Your Company continues to enjoy cordial and harmonious relations and
not a single man-hour was lost on account of any industrial disturbance
during the year 2015-16.
During the year, your Company has recruited 116 employees comprising of
6 women employees and 13 Schedules Caste (SC) / Schedule Tribe (ST)
employees. Total employee strength as on 31/03/2016 was 1812 including
130 women employees, 210 SC/ST employees and 26 persons with
disabilities (PWD). 816 employees belong to Management cadre whereas
996 employees belong to Non-Management cadre. During the year 2015-16,
your Company devoted 3669 Mandays for Training, Development and
Learning which amounted to an average of 2.16 Mandays per employee
which includes functional, developmental and special training programs
covering the entire spectrum of employees.
The Company maintains an Employee Club known as MRPL Employees Club
(MEC). The Club offers a wide range of pastime activities for the
employees and their dependents. An Internal Departmental Cricket
Tournament was also organised by MRPL Employees Club (MEC).
Presidential Directives and other guidelines issued by Department of
Public Enterprises, Ministry of Petroleum & Natural Gas, Ministry of
Social Justice and empowerment from time to time with regard to
reservation in services for Scheduled Castes, Scheduled Tribes, other
backward castes and Persons with disabilities. An adequate monitoring
mechanism has been put in place for sustained and effective compliance.
Liaison officers were appointed to ensure implementation of the
Government Directives. Rosters are maintained as per the directives and
are regularly inspected by the Liaison officer of the company as well
as the Liaison officer of MoP&NG to ensure proper compliance of the
Directives.
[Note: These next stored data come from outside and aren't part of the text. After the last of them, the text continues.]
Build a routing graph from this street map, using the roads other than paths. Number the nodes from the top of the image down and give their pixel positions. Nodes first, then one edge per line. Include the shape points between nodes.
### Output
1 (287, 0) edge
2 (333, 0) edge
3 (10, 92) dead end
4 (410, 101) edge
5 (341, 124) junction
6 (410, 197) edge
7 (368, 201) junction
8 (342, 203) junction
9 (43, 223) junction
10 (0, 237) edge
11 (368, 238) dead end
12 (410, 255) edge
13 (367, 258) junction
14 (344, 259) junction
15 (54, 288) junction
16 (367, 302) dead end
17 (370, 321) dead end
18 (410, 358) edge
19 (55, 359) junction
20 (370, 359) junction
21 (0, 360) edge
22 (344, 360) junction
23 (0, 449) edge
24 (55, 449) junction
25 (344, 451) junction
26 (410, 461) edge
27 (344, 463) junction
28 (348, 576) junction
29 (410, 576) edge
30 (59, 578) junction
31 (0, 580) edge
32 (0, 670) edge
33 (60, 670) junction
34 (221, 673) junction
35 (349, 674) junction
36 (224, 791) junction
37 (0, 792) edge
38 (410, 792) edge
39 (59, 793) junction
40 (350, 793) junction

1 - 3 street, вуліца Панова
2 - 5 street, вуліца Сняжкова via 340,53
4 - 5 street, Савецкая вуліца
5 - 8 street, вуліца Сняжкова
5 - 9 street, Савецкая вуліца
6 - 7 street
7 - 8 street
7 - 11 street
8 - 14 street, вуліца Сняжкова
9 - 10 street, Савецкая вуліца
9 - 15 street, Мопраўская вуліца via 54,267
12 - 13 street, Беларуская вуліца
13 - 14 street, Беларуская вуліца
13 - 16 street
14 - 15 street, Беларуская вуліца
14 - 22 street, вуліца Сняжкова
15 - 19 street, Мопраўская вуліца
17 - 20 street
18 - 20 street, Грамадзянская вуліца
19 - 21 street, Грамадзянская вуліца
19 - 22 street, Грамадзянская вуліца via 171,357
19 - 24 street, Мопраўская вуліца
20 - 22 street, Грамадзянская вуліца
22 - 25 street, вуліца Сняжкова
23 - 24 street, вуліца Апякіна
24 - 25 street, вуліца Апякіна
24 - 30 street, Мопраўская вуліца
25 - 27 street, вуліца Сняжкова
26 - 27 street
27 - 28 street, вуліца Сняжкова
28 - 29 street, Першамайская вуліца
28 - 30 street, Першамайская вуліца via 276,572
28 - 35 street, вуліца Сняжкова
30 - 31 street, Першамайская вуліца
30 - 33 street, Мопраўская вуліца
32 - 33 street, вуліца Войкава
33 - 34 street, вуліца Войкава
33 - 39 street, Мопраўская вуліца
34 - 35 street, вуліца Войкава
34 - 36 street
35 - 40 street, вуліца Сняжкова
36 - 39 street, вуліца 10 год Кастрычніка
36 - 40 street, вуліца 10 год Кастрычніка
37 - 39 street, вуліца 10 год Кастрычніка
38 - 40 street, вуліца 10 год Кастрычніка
Special Reservation Cell on SC/ST is constituted for
redressal of grievances of Scheduled Castes and OBC employees.
MRPL also complies with provisions under The Persons with Disabilities
(Equal Opportunities, Protection of Rights and Full Participation) Act,
1995 relating to providing employment opportunities for Persons with
Disabilities (PWDs). As on 31/03/2016, there were 26 permanent
employees with disabilities on the roll of MRPL.
Women employees constituted over 6 per cent of the Company''s workforce.
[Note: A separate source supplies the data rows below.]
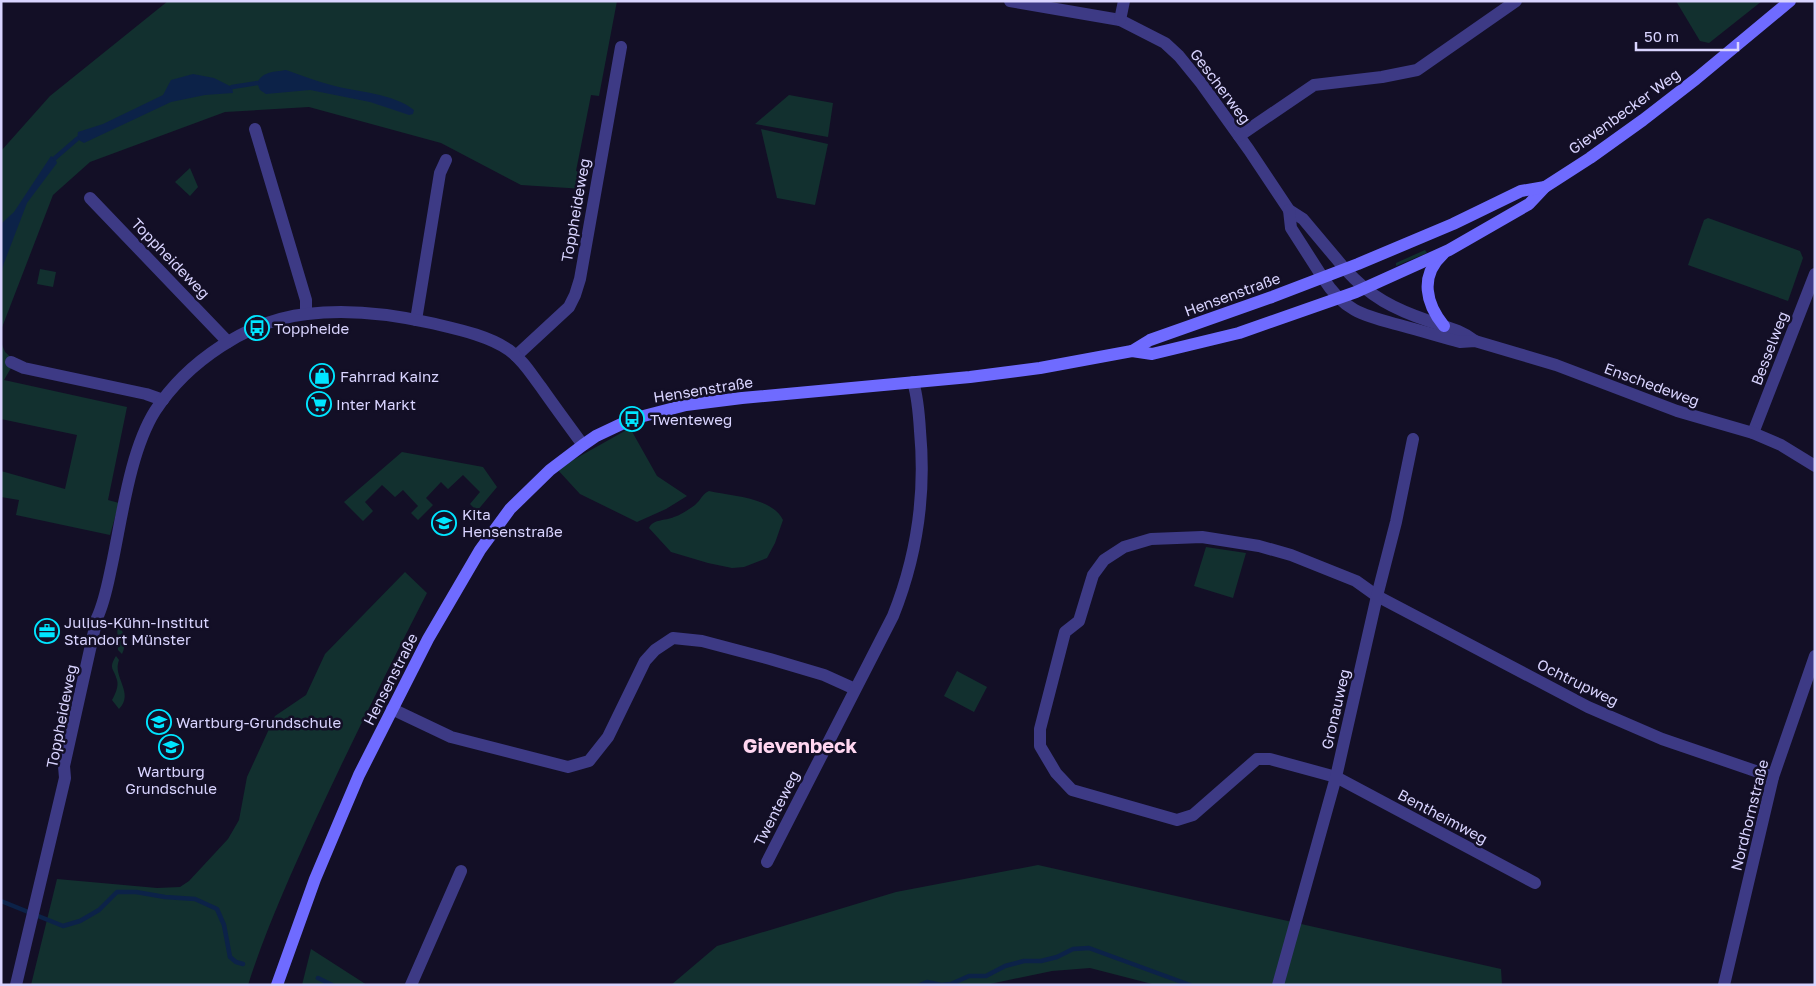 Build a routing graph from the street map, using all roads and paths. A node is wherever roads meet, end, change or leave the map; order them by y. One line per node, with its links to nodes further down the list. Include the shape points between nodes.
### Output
1 (1010, 1): 5 (street, Gescherweg)
2 (1124, 1): 5 (street)
3 (1516, 1): 8 (street, via 1417,70 1314,85)
4 (1790, 1): 10 (main road, Gievenbecker Weg, via 1658,108)
5 (1120, 20): 8 (street, Gescherweg, via 1156,37 1179,56)
6 (621, 47): 25 (street, Toppheideweg, via 575,295 569,307)
7 (255, 129): 19 (street, via 306,300)
8 (1239, 136): 12 (street, Gescherweg)
9 (446, 160): 20 (street, via 440,173)
10 (1545, 187): 13 (main road, Gievenbecker Weg, via 1529,204); 14 (main road, Gievenbecker Weg, via 1522,191)
11 (90, 198): 23 (street, Toppheideweg)
12 (1288, 210): 14 (street, Gescherweg, via 1303,219); 16 (street, Gescherweg, via 1291,228)
13 (1445, 252): 17 (main road, Gievenbecker Weg); 21 (main road, via 1432,270 1427,287 1431,307)
14 (1345, 269): 16 (main road, Hensenstraße); 17 (street, Enschedeweg)
15 (1815, 274): 29 (street, Besselweg)
16 (1323, 278): 18 (street, Enschedeweg); 24 (main road, Hensenstraße, via 1150,340)
17 (1364, 288): 18 (main road, Gievenbecker Weg); 21 (street, Enschedeweg, via 1384,303)
18 (1339, 298): 22 (street, Enschedeweg, via 1367,317 1460,342); 24 (main road, Hensenstraße, via 1276,321 1186,347 1152,354)
19 (306, 314): 20 (street, Toppheideweg, via 369,314); 23 (street, Toppheideweg, via 257,328)
20 (416, 320): 25 (street, Toppheideweg, via 469,333)
21 (1444, 326): 22 (street, Enschedeweg)
22 (1475, 341): 29 (street, Enschedeweg, via 1556,365 1677,412)
23 (228, 342): 28 (street, Toppheideweg, via 187,373)
24 (1132, 351): 27 (main road, Hensenstraße, via 1040,368)
25 (516, 356): 31 (street, Toppheideweg)
26 (11, 362): 28 (street, via 24,368)
27 (913, 382): 31 (main road, Hensenstraße, via 686,405 632,419); 35 (street, Twenteweg, via 917,395 922,466 916,546 893,616)
28 (163, 400): 42 (street, Toppheideweg, via 154,413 133,468)
29 (1753, 433): 32 (street, Enschedeweg, via 1781,445)
30 (1413, 439): 33 (street, Gronauweg)
31 (583, 445): 36 (main road, Hensenstraße, via 539,480 498,524 448,604)
32 (1815, 466)
33 (1377, 596): 37 (street, Gronauweg); 37 (street, Ochtrupweg, via 1356,581 1259,546 1202,537 1151,539 1124,546 1104,560 1093,575 1079,621 1065,632 1040,729 1040,746 1056,773 1072,790 1176,820 1193,815 1257,759 1270,759); 38 (street, Ochtrupweg, via 1588,707 1662,739)
34 (1815, 656): 38 (street, Nordhornstraße)
35 (855, 689): 36 (street, via 824,675 770,659 702,641 674,638 645,661 608,737 589,761 568,767 451,737); 39 (street, Twenteweg)
36 (392, 709): 43 (main road, Hensenstraße, via 315,879)
37 (1336, 777): 41 (street, Bentheimweg); 45 (street, Gronauweg)
38 (1773, 777): 46 (street, Nordhornstraße)
39 (767, 862)
40 (461, 872): 44 (street)
41 (1535, 883)
42 (16, 985)
43 (277, 985)
44 (411, 985)
45 (1278, 985)
46 (1724, 985)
During the year, programs on women empowerment and development,
including programs on gender sensitization were organized. Your company
has an Internal Complaints Committee (ICC) required under Sexual
Harassment of Women at Workplace (Prevention, Prohibition and
Redressal) Act, 2013. There have been no cases reported to the
Committee, for the FY 2015-16.
Competitions were also held in Hindi language for employees and their
family members during National Safety Day, Environment Day, Security
awareness week and Vigilance awareness week. In order to propagate
Hindi among the employees, Hindi Workshops are being organized on a
regular basis at Mangalore, Mumbai, Delhi & Bangalore Offices. In order
to promote Hindi in the Company , Hindi fortnight was celebrated and
many Hindi competitions such as Hindi Padho, Samajho exam Tick karo,
Hindi Dictation, Handwriting, Admin. Glossary, News reading etc were
conducted for the employees, their children and family members in the
month of September 2015. A special quiz competition was also conducted
for GMs & GGMs during Hindi month celebrations. OL inspections of
internal departments and subordinate offices were carried out. Special
awards were given to the twelve topper students of DPS School,
Mangalore who scored the highest marks in Class-X Hindi examination.
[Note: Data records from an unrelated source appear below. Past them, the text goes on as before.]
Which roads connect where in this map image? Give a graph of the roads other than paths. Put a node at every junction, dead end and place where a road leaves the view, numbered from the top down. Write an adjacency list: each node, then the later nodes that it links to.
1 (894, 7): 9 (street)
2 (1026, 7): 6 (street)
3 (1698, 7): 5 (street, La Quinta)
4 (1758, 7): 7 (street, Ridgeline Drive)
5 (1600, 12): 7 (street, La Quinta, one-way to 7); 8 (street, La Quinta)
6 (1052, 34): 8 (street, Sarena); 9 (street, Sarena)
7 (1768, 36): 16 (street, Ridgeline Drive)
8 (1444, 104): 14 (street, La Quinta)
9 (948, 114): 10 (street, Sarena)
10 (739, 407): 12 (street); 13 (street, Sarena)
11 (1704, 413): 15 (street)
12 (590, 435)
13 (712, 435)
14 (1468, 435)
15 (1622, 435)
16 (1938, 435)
Your Company won the first prize in Town Official Language
Implementation Committee (TOLIC) under the category of PSU Central
Government offices for outstanding performance in the area of Hindi
implementation for the year 2015-16.
In order to propagate Hindi in the Refinery, a Hindi In House Journal
namely MRPL PRATIBIMB is being published. As per OL Rule, OLIC
meeting was conducted in all the four quarters under the chairmanship
of MD. Meetings were organized specially for Official Language liaison
Offers during the year. Constant efforts for promotion of Hindi over
the years have resulted in significant increase in usage of Hindi in
RIGHT TO INFORMATION ACT, 2005
Your Company''s RTI manual is available on company''s website which
discloses all required information. During the year, 172 applications
were received, out of which 163 were disposed of before 31/03/2016 and
balance 9 applications are being disposed of.
Security of MRPL Refinery is designed to comply with Oil Sector
Infrastructure Protection Plan (OSIPP) and the Security Audit
recommendations given by MHA from time to time.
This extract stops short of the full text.